Aim of the task.
When you copy the entries, omit the images and keep every word as it is.

(Collected data)
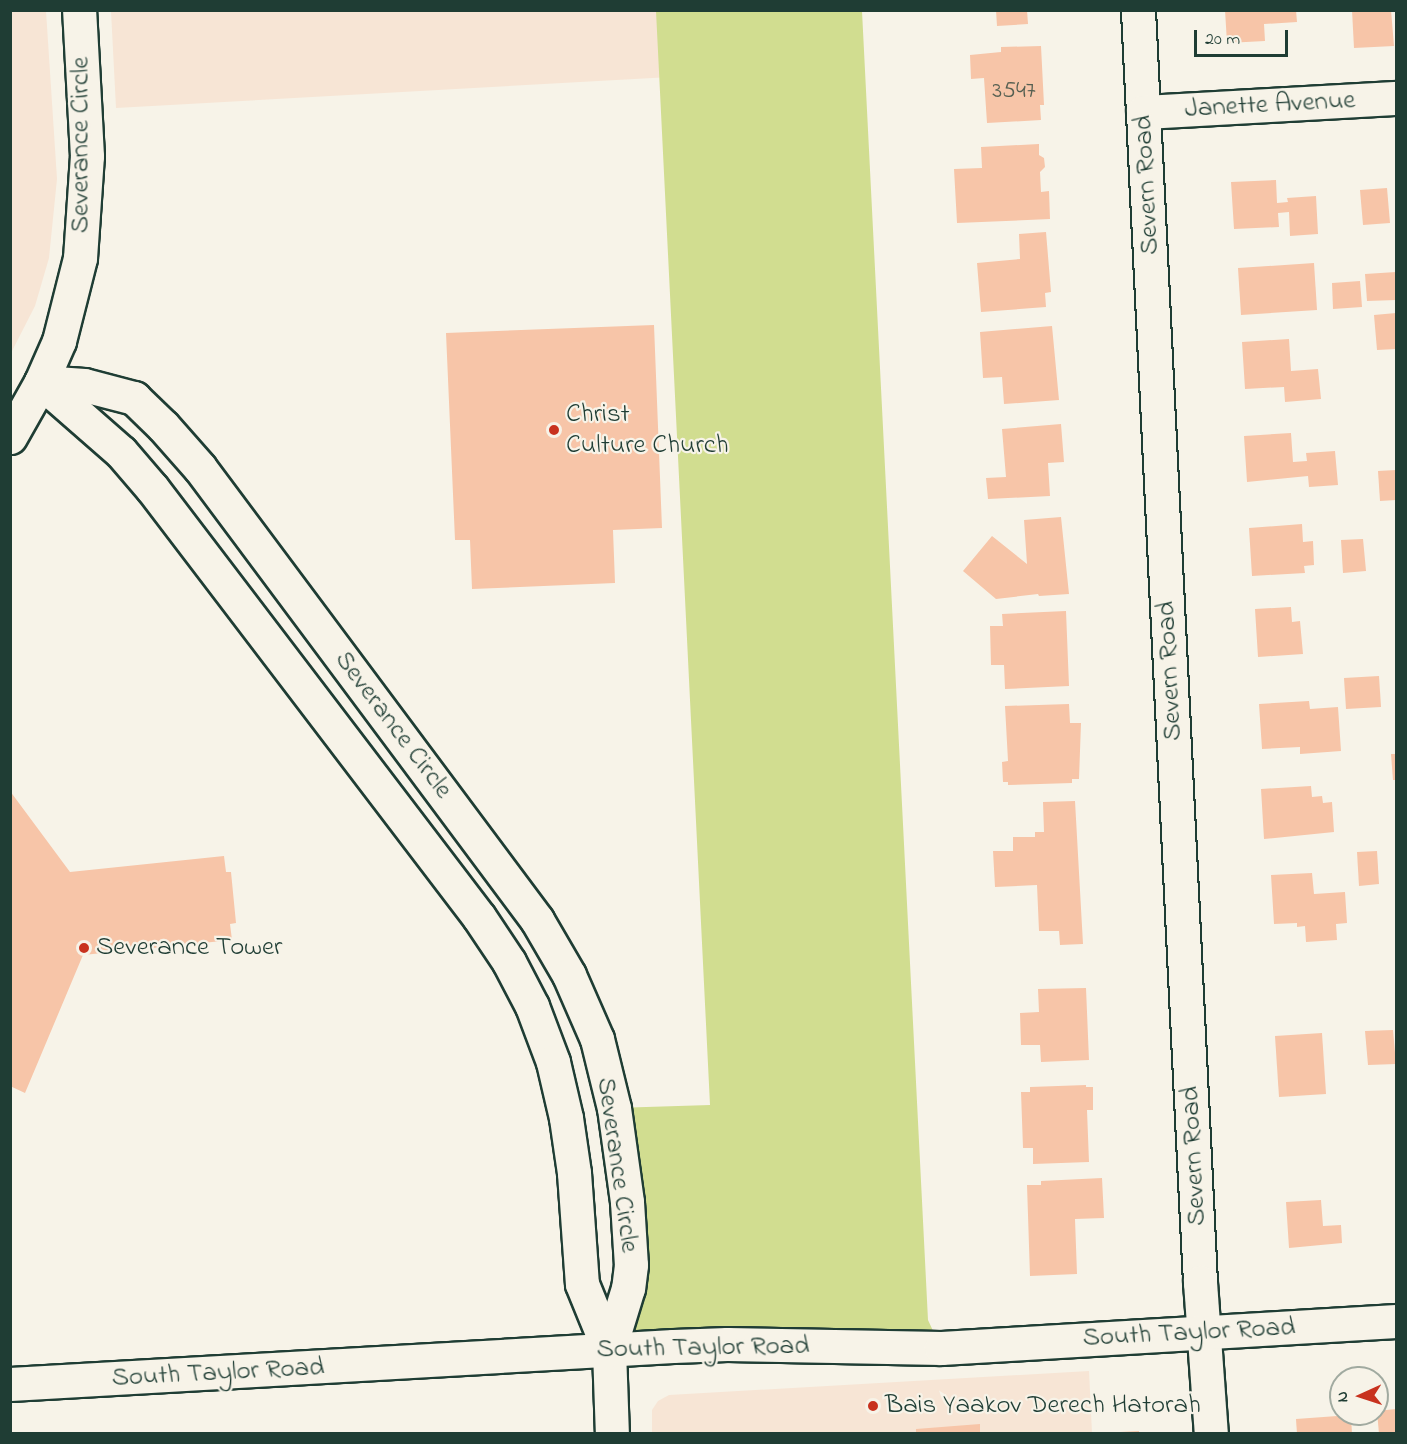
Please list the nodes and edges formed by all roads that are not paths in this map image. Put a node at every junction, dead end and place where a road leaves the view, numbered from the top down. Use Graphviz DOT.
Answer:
graph roads {
  1 [pos="79,10"];
  2 [pos="1138,10"];
  3 [pos="1396,98"];
  4 [pos="1143,112"];
  5 [pos="42,382"];
  6 [pos="10,437"];
  7 [pos="1396,1322"];
  8 [pos="1206,1331"];
  9 [pos="609,1350"];
  10 [pos="10,1384"];
  11 [pos="612,1434"];
  12 [pos="1211,1434"];
  1 -- 5 [label="street, Severance Circle"];
  2 -- 4 [label="street, Severn Road"];
  3 -- 4 [label="street, Janette Avenue"];
  4 -- 8 [label="street, Severn Road"];
  5 -- 6 [label="street, Severance Circle"];
  5 -- 9 [label="street, Severance Circle"];
  5 -- 9 [label="street, Severance Circle"];
  7 -- 8 [label="street, South Taylor Road"];
  8 -- 9 [label="street, South Taylor Road"];
  8 -- 12 [label="street, Severn Road"];
  9 -- 10 [label="street, South Taylor Road"];
  9 -- 11 [label="street"];
}
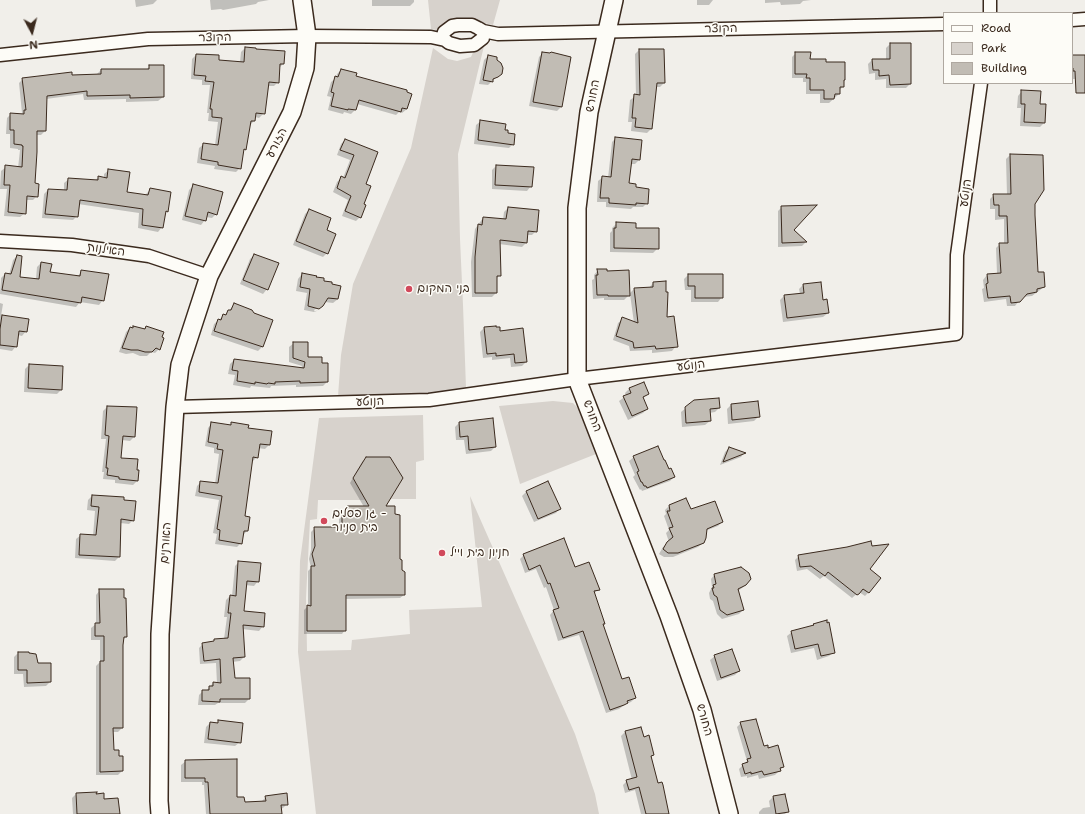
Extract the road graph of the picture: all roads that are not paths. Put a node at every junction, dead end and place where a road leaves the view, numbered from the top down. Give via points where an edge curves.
1 (302, 0) edge
2 (614, 0) edge
3 (990, 0) edge
4 (990, 12) edge
5 (1085, 19) edge
6 (1073, 20) edge
7 (943, 24) edge
8 (606, 32) junction
9 (483, 34) junction
10 (307, 36) junction
11 (444, 36) junction
12 (0, 55) edge
13 (981, 84) edge
14 (0, 241) edge
15 (209, 276) junction
16 (577, 379) junction
17 (175, 407) junction
18 (160, 814) edge
19 (729, 814) edge

1 - 10 street, הזורע
2 - 8 street, החורש
3 - 4 street
5 - 6 street
7 - 8 street, הקוצר
8 - 9 street, הקוצר
8 - 16 street, החורש via 590,112 577,208
9 - 11 street, הקוצר via 474,45 467,46 454,45
9 - 11 street, הקוצר via 472,25 458,24 447,29
10 - 11 street, הקוצר
10 - 12 street, הקוצר via 148,39
10 - 15 street, הזורע via 305,68 292,112
13 - 16 street, הנוטע via 957,255 956,334
14 - 15 street, האילנות via 72,245 149,256
15 - 17 street, האורנים via 180,365
16 - 17 street, הנוטע via 429,400
16 - 19 street, החורש via 669,616 702,710
17 - 18 street, האורנים via 160,634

Written solution.
Please list the nodes and edges formed by all roads that are not paths in this map image. Put a node at every junction, dead end and place where a road leaves the view, numbered from the top down. Use Graphviz DOT.
Answer:
graph roads {
  1 [pos="79,10"];
  2 [pos="1138,10"];
  3 [pos="1396,98"];
  4 [pos="1143,112"];
  5 [pos="42,382"];
  6 [pos="10,437"];
  7 [pos="1396,1322"];
  8 [pos="1206,1331"];
  9 [pos="609,1350"];
  10 [pos="10,1384"];
  11 [pos="612,1434"];
  12 [pos="1211,1434"];
  1 -- 5 [label="street, Severance Circle"];
  2 -- 4 [label="street, Severn Road"];
  3 -- 4 [label="street, Janette Avenue"];
  4 -- 8 [label="street, Severn Road"];
  5 -- 6 [label="street, Severance Circle"];
  5 -- 9 [label="street, Severance Circle"];
  5 -- 9 [label="street, Severance Circle"];
  7 -- 8 [label="street, South Taylor Road"];
  8 -- 9 [label="street, South Taylor Road"];
  8 -- 12 [label="street, Severn Road"];
  9 -- 10 [label="street, South Taylor Road"];
  9 -- 11 [label="street"];
}
Extract the road graph of the picture: all roads that are not paths. Put a node at every junction, dead end and place where a road leaves the view, numbered from the top down. Give via points where an edge curves.
1 (302, 0) edge
2 (614, 0) edge
3 (990, 0) edge
4 (990, 12) edge
5 (1085, 19) edge
6 (1073, 20) edge
7 (943, 24) edge
8 (606, 32) junction
9 (483, 34) junction
10 (307, 36) junction
11 (444, 36) junction
12 (0, 55) edge
13 (981, 84) edge
14 (0, 241) edge
15 (209, 276) junction
16 (577, 379) junction
17 (175, 407) junction
18 (160, 814) edge
19 (729, 814) edge

1 - 10 street, הזורע
2 - 8 street, החורש
3 - 4 street
5 - 6 street
7 - 8 street, הקוצר
8 - 9 street, הקוצר
8 - 16 street, החורש via 590,112 577,208
9 - 11 street, הקוצר via 474,45 467,46 454,45
9 - 11 street, הקוצר via 472,25 458,24 447,29
10 - 11 street, הקוצר
10 - 12 street, הקוצר via 148,39
10 - 15 street, הזורע via 305,68 292,112
13 - 16 street, הנוטע via 957,255 956,334
14 - 15 street, האילנות via 72,245 149,256
15 - 17 street, האורנים via 180,365
16 - 17 street, הנוטע via 429,400
16 - 19 street, החורש via 669,616 702,710
17 - 18 street, האורנים via 160,634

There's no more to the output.